Using the records below, copy every line that holds the string "bridge".

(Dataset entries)
*****
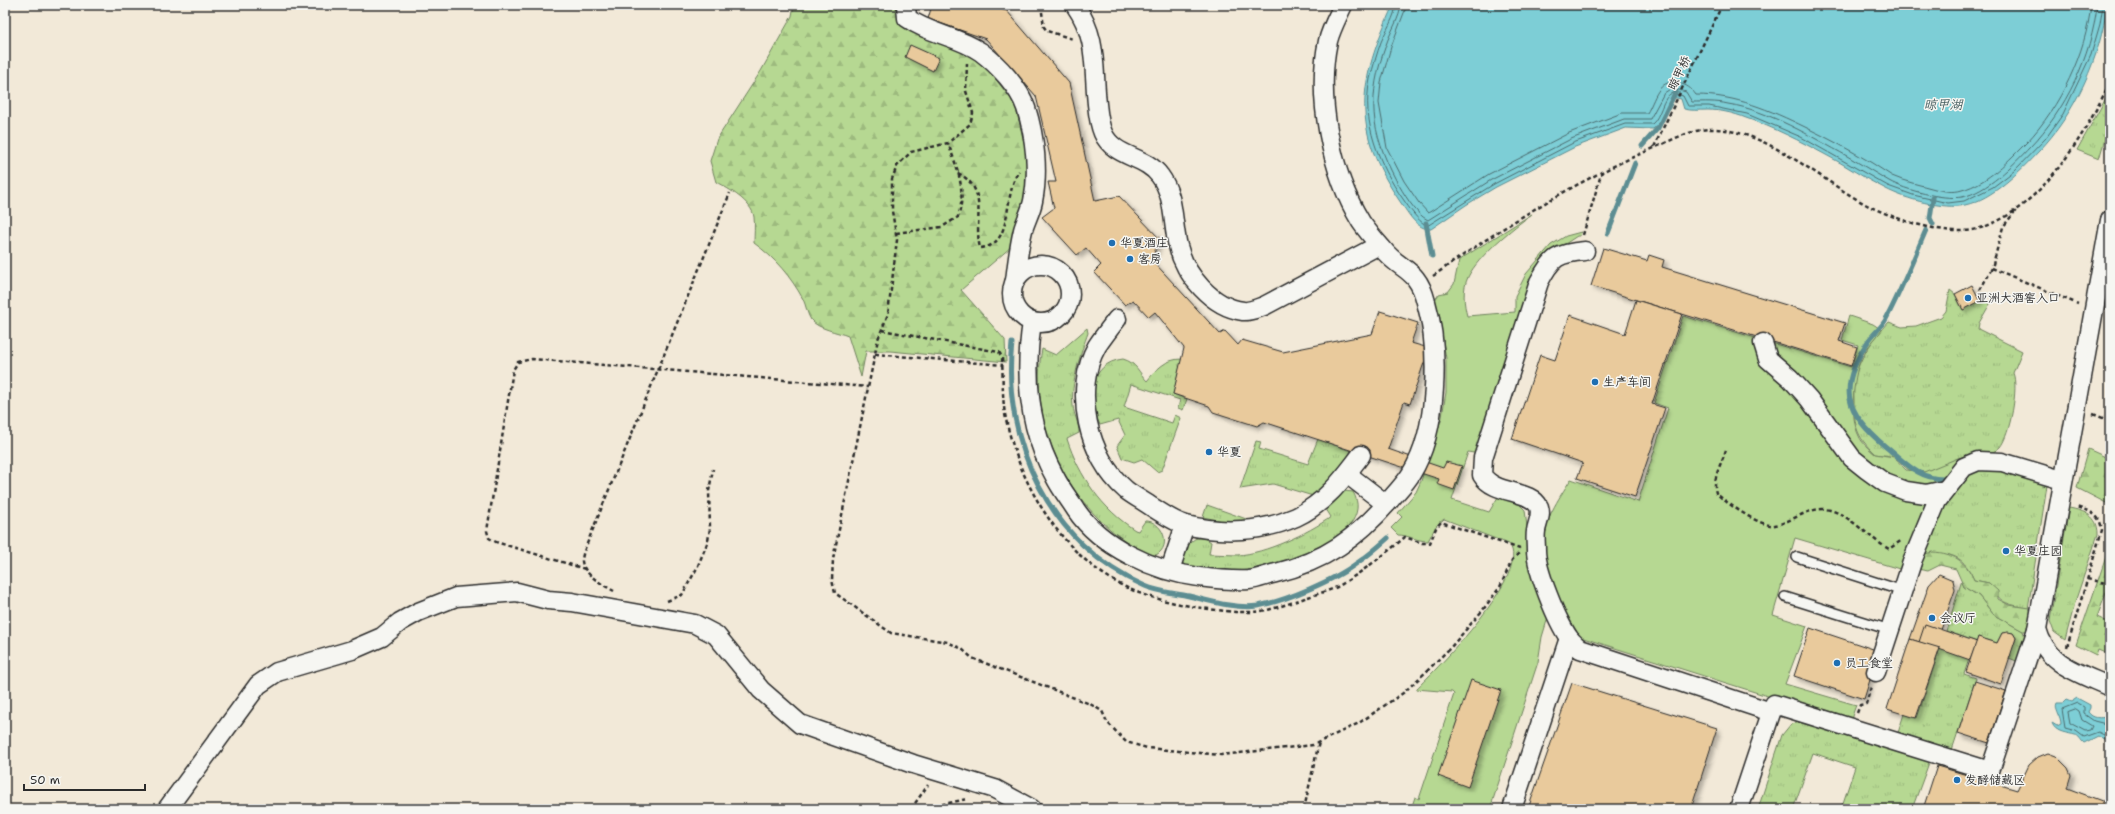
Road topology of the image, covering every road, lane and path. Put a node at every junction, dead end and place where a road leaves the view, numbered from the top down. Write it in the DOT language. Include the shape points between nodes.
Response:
graph roads {
  1 [pos="906,5"];
  2 [pos="1041,5"];
  3 [pos="1075,5"];
  4 [pos="1343,5"];
  5 [pos="1722,5"];
  6 [pos="1093,44"];
  7 [pos="2110,82"];
  8 [pos="948,143"];
  9 [pos="1034,148"];
  10 [pos="1653,148"];
  11 [pos="1602,171"];
  12 [pos="958,173"];
  13 [pos="730,193"];
  14 [pos="2020,206"];
  15 [pos="2110,220"];
  16 [pos="896,233"];
  17 [pos="1379,245"];
  18 [pos="1582,251"];
  19 [pos="1992,268"];
  20 [pos="1015,280"];
  21 [pos="1421,284"];
  22 [pos="1980,290"];
  23 [pos="2093,310"];
  24 [pos="1117,319"];
  25 [pos="1032,322"];
  26 [pos="1763,343"];
  27 [pos="875,354"];
  28 [pos="1003,365"];
  29 [pos="656,369"];
  30 [pos="868,387"];
  31 [pos="1726,450"];
  32 [pos="1361,455"];
  33 [pos="712,469"];
  34 [pos="1347,474"];
  35 [pos="2062,480"];
  36 [pos="1944,490"];
  37 [pos="2058,501"];
  38 [pos="1386,504"];
  39 [pos="1185,525"];
  40 [pos="1923,535"];
  41 [pos="1797,557"];
  42 [pos="586,569"];
  43 [pos="1170,570"];
  44 [pos="2087,579"];
  45 [pos="2110,584"];
  46 [pos="1903,591"];
  47 [pos="615,592"];
  48 [pos="1785,597"];
  49 [pos="661,601"];
  50 [pos="2037,629"];
  51 [pos="1890,630"];
  52 [pos="1569,638"];
  53 [pos="2063,665"];
  54 [pos="1876,672"];
  55 [pos="2110,687"];
  56 [pos="1771,712"];
  57 [pos="1852,728"];
  58 [pos="1319,742"];
  59 [pos="936,772"];
  60 [pos="973,798"];
  61 [pos="167,809"];
  62 [pos="911,809"];
  63 [pos="921,809"];
  64 [pos="1032,809"];
  65 [pos="1304,809"];
  66 [pos="1512,809"];
  67 [pos="1739,809"];
  1 -- 9 [label="street" via="907,18 912,22 980,52 1009,79 1026,107"];
  2 -- 6 [label="path" via="1044,27 1047,31"];
  3 -- 6 [label="street" via="1085,20"];
  4 -- 17 [label="street" via="1328,39 1323,86 1327,133 1344,185 1361,222"];
  5 -- 10 [label="path, 晾甲桥"];
  6 -- 17 [label="street" via="1099,119 1104,134 1121,153 1140,159 1159,175 1169,192 1178,248 1192,276 1209,296 1226,307 1245,311 1257,308"];
  7 -- 14 [label="path" via="2074,144 2031,198"];
  8 -- 12 [label="path"];
  9 -- 12 [label="path" via="1013,180 1001,236 994,245 980,248 975,189 970,180"];
  9 -- 20 [label="street" via="1036,175 1033,201 1018,253"];
  10 -- 11 [label="path"];
  10 -- 14 [label="path" via="1698,130 1731,131 1763,143 1798,162 1867,205 1908,221 1946,230 1975,229 2000,219"];
  11 -- 18 [label="path"];
  11 -- 21 [label="path" via="1526,213"];
  12 -- 16 [label="path" via="962,188 962,204 958,217 942,227"];
  13 -- 29 [label="path"];
  14 -- 19 [label="path" via="2003,227"];
  15 -- 23 [label="street"];
  17 -- 21 [label="street"];
  18 -- 52 [label="street" via="1565,252 1552,262 1539,282 1481,468 1486,481 1491,485 1532,499 1538,506 1540,515 1536,532 1536,553 1551,600"];
  19 -- 22 [label="path"];
  19 -- 23 [label="path"];
  20 -- 25 [label="street" via="1012,300 1016,310"];
  20 -- 25 [label="street" via="1021,272 1039,264 1058,270 1069,285 1069,298 1064,311 1050,322"];
  21 -- 38 [label="street" via="1432,324 1435,351 1433,403 1424,443 1411,474"];
  23 -- 35 [label="street"];
  24 -- 39 [label="street" via="1096,347 1085,382 1085,415 1094,443 1107,468 1126,490"];
  25 -- 43 [label="street" via="1027,382 1038,440 1055,477 1081,517 1114,547 1150,564"];
  26 -- 36 [label="street" via="1768,359 1800,389 1852,458 1885,483 1906,491 1926,494"];
  27 -- 28 [label="path"];
  29 -- 30 [label="path"];
  29 -- 42 [label="path" via="584,551 582,561"];
  29 -- 42 [label="path" via="532,359 518,362 513,370 487,531 489,538"];
  31 -- 40 [label="path" via="1715,479 1716,494 1760,523 1774,526 1807,512 1824,509 1843,516 1889,549 1911,536"];
  32 -- 34 [label="street"];
  33 -- 49 [label="path" via="708,541 682,595 673,600"];
  34 -- 38 [label="street"];
  34 -- 39 [label="street" via="1340,484 1297,517 1265,528 1226,531"];
  35 -- 36 [label="street" via="2002,462 1978,461 1964,467"];
  35 -- 37 [label="street"];
  36 -- 40 [label="street"];
  37 -- 44 [label="path" via="2093,512 2101,522 2101,537"];
  37 -- 50 [label="street"];
  38 -- 43 [label="street" via="1375,518 1334,551 1296,568 1250,580 1197,577"];
  39 -- 43 [label="street"];
  40 -- 46 [label="street"];
  41 -- 46 [label="lane"];
  42 -- 47 [label="path" via="599,583"];
  44 -- 45 [label="path"];
  44 -- 53 [label="path"];
  46 -- 51 [label="street"];
  48 -- 51 [label="lane"];
  50 -- 53 [label="street" via="2040,642 2052,657"];
  50 -- 57 [label="street" via="1990,771"];
  51 -- 54 [label="street"];
  52 -- 56 [label="street" via="1580,649"];
  52 -- 66 [label="street"];
  53 -- 55 [label="street"];
  54 -- 57 [label="path" via="1866,704 1860,705"];
  56 -- 57 [label="street" via="1774,704"];
  56 -- 67 [label="street"];
  58 -- 65 [label="path"];
  59 -- 61 [label="street" via="800,724 761,690 716,635 695,624 548,600 517,592 456,596 418,612 400,622 382,637 352,650 277,672 258,685"];
  59 -- 62 [label="path"];
  59 -- 64 [label="street" via="995,789"];
  60 -- 63 [label="path"];
}
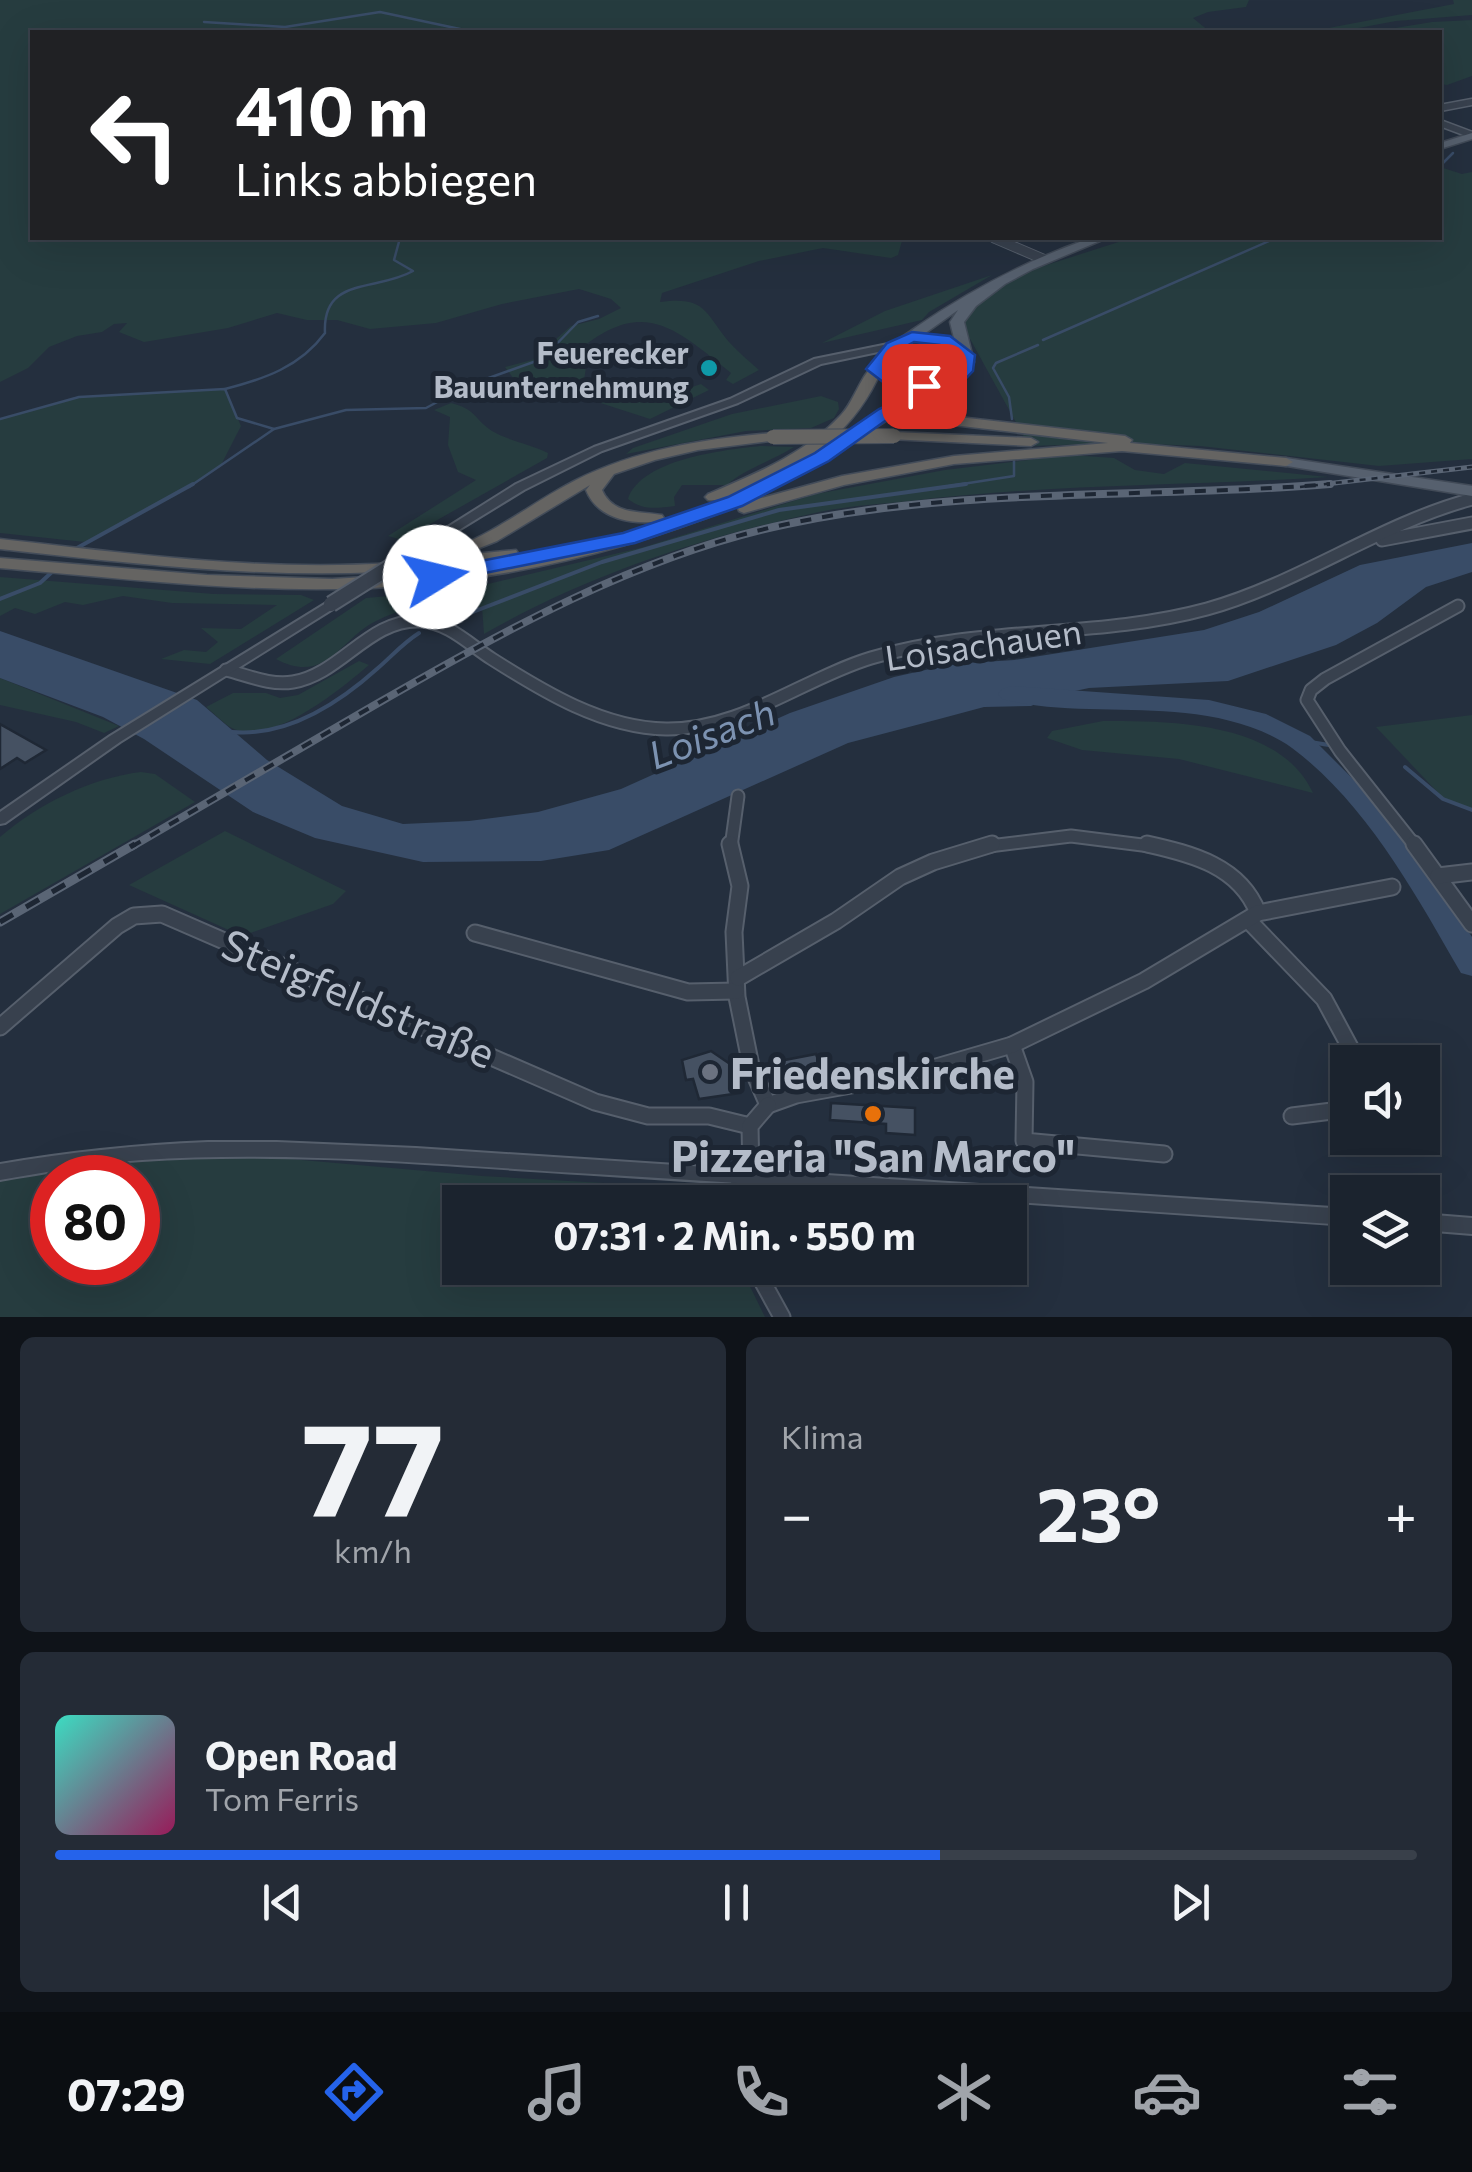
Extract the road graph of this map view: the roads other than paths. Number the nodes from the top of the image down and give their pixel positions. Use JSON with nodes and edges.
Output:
{"nodes":[{"id":1,"x":1472,"y":102,"type":"edge"},
{"id":2,"x":1442,"y":108,"type":"edge"},
{"id":3,"x":1442,"y":124,"type":"edge"},
{"id":4,"x":1472,"y":136,"type":"edge"},
{"id":5,"x":1442,"y":145,"type":"edge"},
{"id":6,"x":998,"y":240,"type":"edge"},
{"id":7,"x":1096,"y":240,"type":"edge"},
{"id":8,"x":1037,"y":262,"type":"junction"},
{"id":9,"x":957,"y":313,"type":"junction"},
{"id":10,"x":912,"y":337,"type":"junction"},
{"id":11,"x":893,"y":346,"type":"junction"},
{"id":12,"x":966,"y":355,"type":"junction"},
{"id":13,"x":846,"y":357,"type":"junction"},
{"id":14,"x":875,"y":369,"type":"junction"},
{"id":15,"x":955,"y":380,"type":"junction"},
{"id":16,"x":904,"y":404,"type":"junction"},
{"id":17,"x":1122,"y":447,"type":"junction"},
{"id":18,"x":1180,"y":451,"type":"junction"},
{"id":19,"x":1286,"y":462,"type":"joint"},
{"id":20,"x":611,"y":470,"type":"junction"},
{"id":21,"x":1469,"y":497,"type":"edge"},
{"id":22,"x":661,"y":522,"type":"junction"},
{"id":23,"x":1472,"y":523,"type":"edge"},
{"id":24,"x":0,"y":544,"type":"edge"},
{"id":25,"x":1363,"y":544,"type":"junction"},
{"id":26,"x":412,"y":559,"type":"junction"},
{"id":27,"x":0,"y":563,"type":"edge"},
{"id":28,"x":1458,"y":606,"type":"dead end"},
{"id":29,"x":226,"y":670,"type":"junction"},
{"id":30,"x":738,"y":796,"type":"dead end"},
{"id":31,"x":0,"y":819,"type":"edge"},
{"id":32,"x":1472,"y":872,"type":"edge"},
{"id":33,"x":1438,"y":876,"type":"junction"},
{"id":34,"x":1392,"y":887,"type":"dead end"},
{"id":35,"x":1254,"y":916,"type":"junction"},
{"id":36,"x":1472,"y":924,"type":"edge"},
{"id":37,"x":475,"y":933,"type":"dead end"},
{"id":38,"x":737,"y":985,"type":"junction"},
{"id":39,"x":0,"y":1028,"type":"edge"},
{"id":40,"x":1349,"y":1045,"type":"edge"},
{"id":41,"x":1012,"y":1046,"type":"junction"},
{"id":42,"x":768,"y":1105,"type":"junction"},
{"id":43,"x":1330,"y":1111,"type":"edge"},
{"id":44,"x":1292,"y":1116,"type":"dead end"},
{"id":45,"x":750,"y":1126,"type":"junction"},
{"id":46,"x":1164,"y":1154,"type":"dead end"},
{"id":47,"x":0,"y":1172,"type":"edge"},
{"id":48,"x":745,"y":1176,"type":"junction"},
{"id":49,"x":743,"y":1185,"type":"edge"},
{"id":50,"x":1330,"y":1216,"type":"edge"},
{"id":51,"x":1440,"y":1223,"type":"edge"},
{"id":52,"x":1472,"y":1226,"type":"edge"},
{"id":53,"x":764,"y":1285,"type":"edge"},
{"id":54,"x":782,"y":1317,"type":"edge"}],
"edges":[{"from":1,"to":2,"type":"street"},
{"from":3,"to":4,"type":"street"},
{"from":4,"to":5,"type":"main road"},
{"from":6,"to":8,"type":"street"},
{"from":7,"to":8,"type":"main road"},
{"from":8,"to":9,"type":"main road"},
{"from":9,"to":10,"type":"main road"},
{"from":9,"to":12,"type":"main road"},
{"from":10,"to":11,"type":"main road"},
{"from":10,"to":12,"type":"main road"},
{"from":11,"to":13,"type":"street"},
{"from":11,"to":14,"type":"main road"},
{"from":12,"to":15,"type":"main road"},
{"from":13,"to":14,"type":"street"},
{"from":13,"to":26,"type":"street"},
{"from":14,"to":15,"type":"main road"},
{"from":14,"to":22,"type":"highway"},
{"from":15,"to":16,"type":"highway"},
{"from":16,"to":18,"type":"highway"},
{"from":16,"to":22,"type":"highway"},
{"from":17,"to":18,"type":"highway"},
{"from":17,"to":20,"type":"highway","bridge":true},
{"from":17,"to":22,"type":"highway"},
{"from":18,"to":19,"type":"highway"},
{"from":19,"to":21,"type":"main road"},
{"from":20,"to":22,"type":"highway"},
{"from":20,"to":26,"type":"highway"},
{"from":21,"to":25,"type":"street","name":"Loisachauen"},
{"from":22,"to":26,"type":"highway"},
{"from":22,"to":27,"type":"highway"},
{"from":23,"to":25,"type":"street","name":"Loisachauen"},
{"from":24,"to":26,"type":"highway"},
{"from":25,"to":29,"type":"street","name":"Loisachauen"},
{"from":26,"to":29,"type":"street","bridge":true},
{"from":28,"to":33,"type":"street"},
{"from":29,"to":31,"type":"street"},
{"from":30,"to":38,"type":"street"},
{"from":32,"to":33,"type":"street"},
{"from":33,"to":36,"type":"street"},
{"from":34,"to":35,"type":"street"},
{"from":35,"to":38,"type":"street"},
{"from":35,"to":40,"type":"street"},
{"from":35,"to":41,"type":"street"},
{"from":37,"to":38,"type":"street"},
{"from":38,"to":42,"type":"street"},
{"from":39,"to":45,"type":"street","name":"Steigfeldstraße"},
{"from":41,"to":42,"type":"street"},
{"from":41,"to":46,"type":"street"},
{"from":42,"to":45,"type":"street"},
{"from":43,"to":44,"type":"street"},
{"from":45,"to":48,"type":"street"},
{"from":47,"to":48,"type":"street"},
{"from":48,"to":49,"type":"street"},
{"from":48,"to":50,"type":"street"},
{"from":51,"to":52,"type":"street"},
{"from":53,"to":54,"type":"street"}]}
*****
*Completed task*
{"from":17,"to":20,"type":"highway","bridge":true},
{"from":26,"to":29,"type":"street","bridge":true},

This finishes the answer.